Help me with std::move. Thank you :)

This is because a "move" will not happen in this case and it will degrade down to a copy.

Rishi looks like you are confused here. Consider "moving" as a swap operation. In case of heap allocated objects, you are just swaping the pointers pointing to the data on heap and the new pointer created that would be pushed to stack( which is valid but point to undefined object ), but for other cases it would be similar to a copy operation.

Arsenic I think I get it. I don't know, but when I see it now, I feel like it's clear. Thank you :)

Arsenic right but, see the link that Martin Taylor has shared, it says opposite

Martin Taylor I saw that one but, the string is on the stack right? How does it "move" the item from stack to heap??? Or does it actually doing copy and setting the source to some other valid value?

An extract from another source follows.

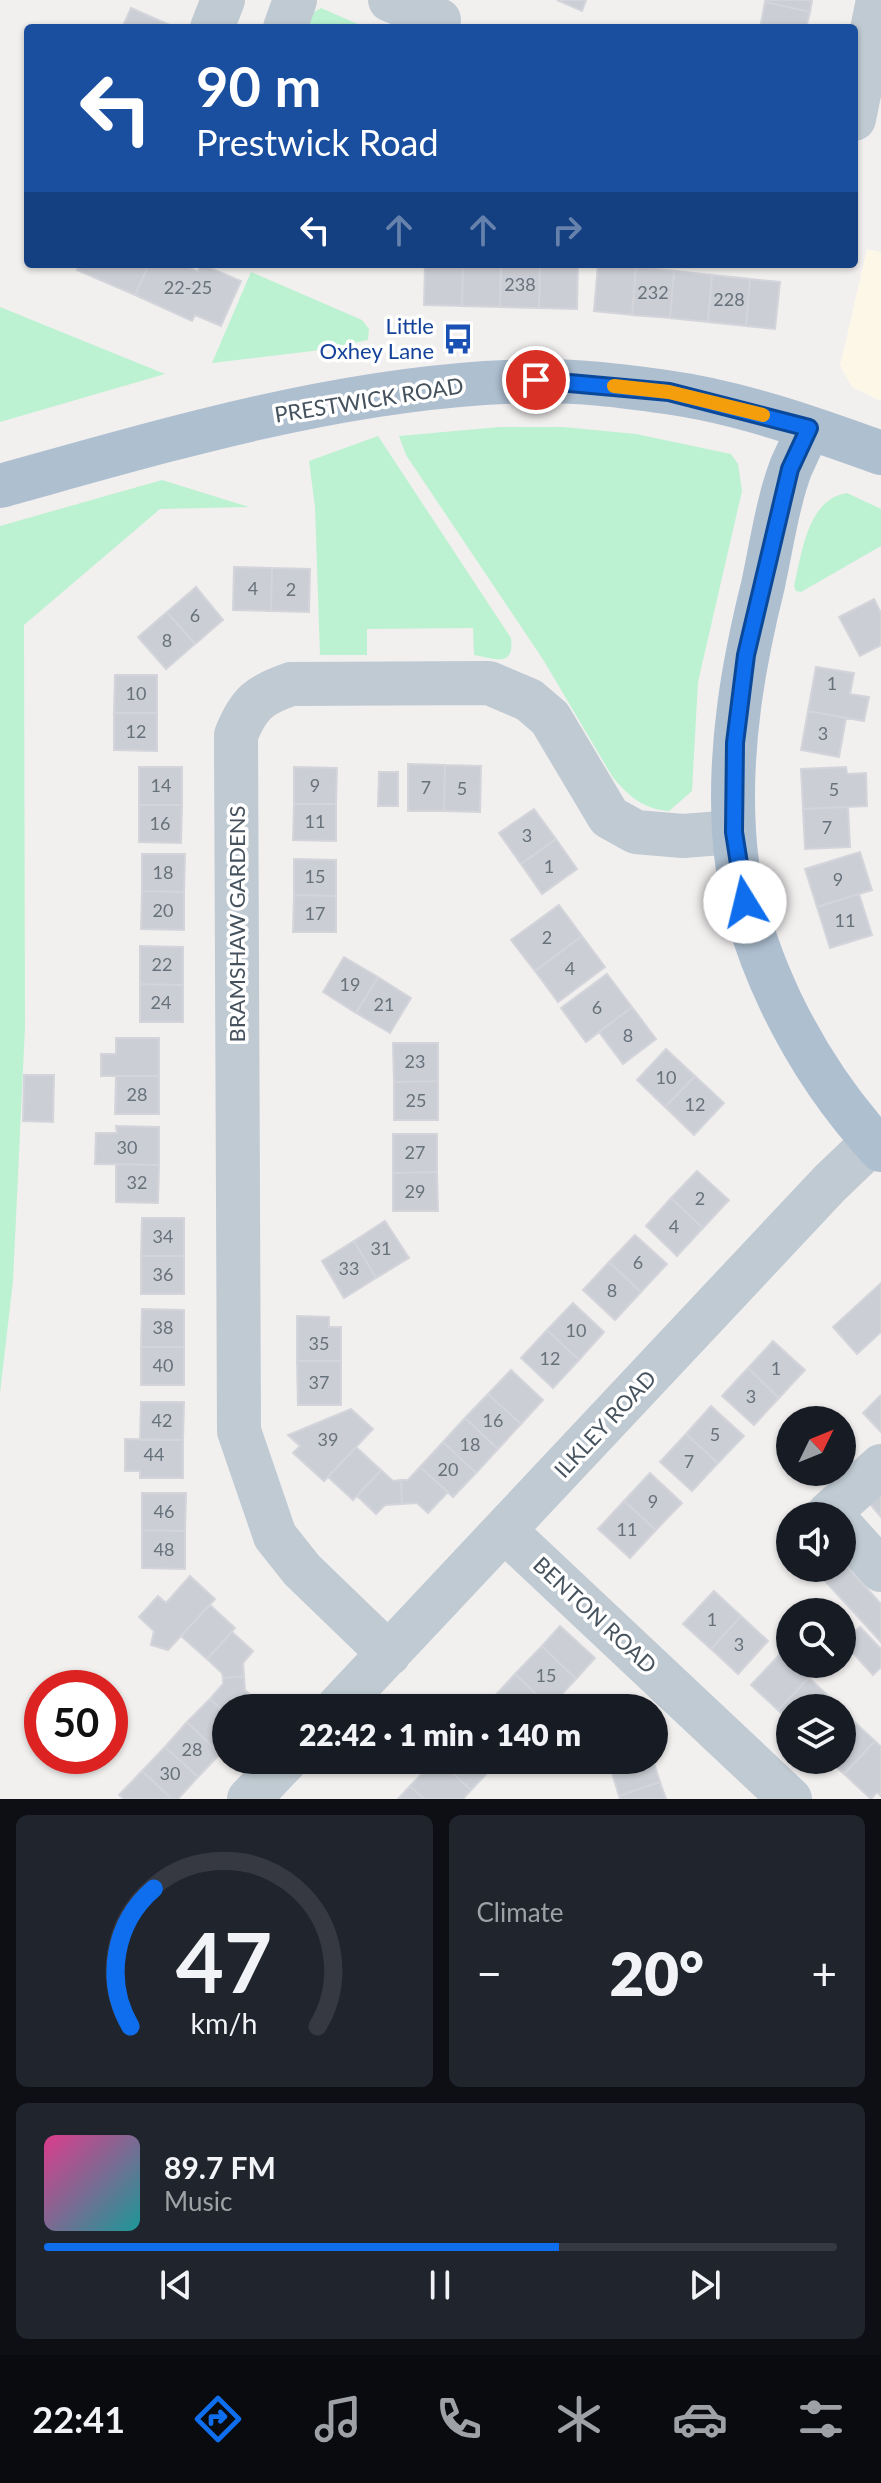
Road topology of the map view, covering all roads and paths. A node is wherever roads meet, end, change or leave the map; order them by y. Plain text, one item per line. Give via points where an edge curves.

Arsenic your explanation is clear for me in the following case: ..... int a{9},b{5}; int temp{}; temp=std::move(a); a=std::move(b); b=std::move(temp); ..... But consider a vector of integers. In this case, all the elements are in adjacent memory right? For example, ..... std::vector<int> arr{1,2,3}; ..... In this case, if the address of 1 is 4000, the address of 2 should be 4008 and the address of 3 should be 4012(considering the size of int as 4 bytes) right? But, I can't understand how the following line works. ..... std::vector<int> arr{1,2,3}; int a{5}; arr[2]=std::move(a); ..... In this case, how is a "move" done??? Variable a is in stack somewhere, and arr[2] is in the heap. It merely just copies? but if so, then what's the use of std::move() here?

Rishi I don't know what's confusing here. All you are doing is assigning an rvalue reference ( return value of std::move(a) ) to an lvalue, which is totally valid here and is similar to writting ( arr[2] = 5 ) Or am I missing something here ?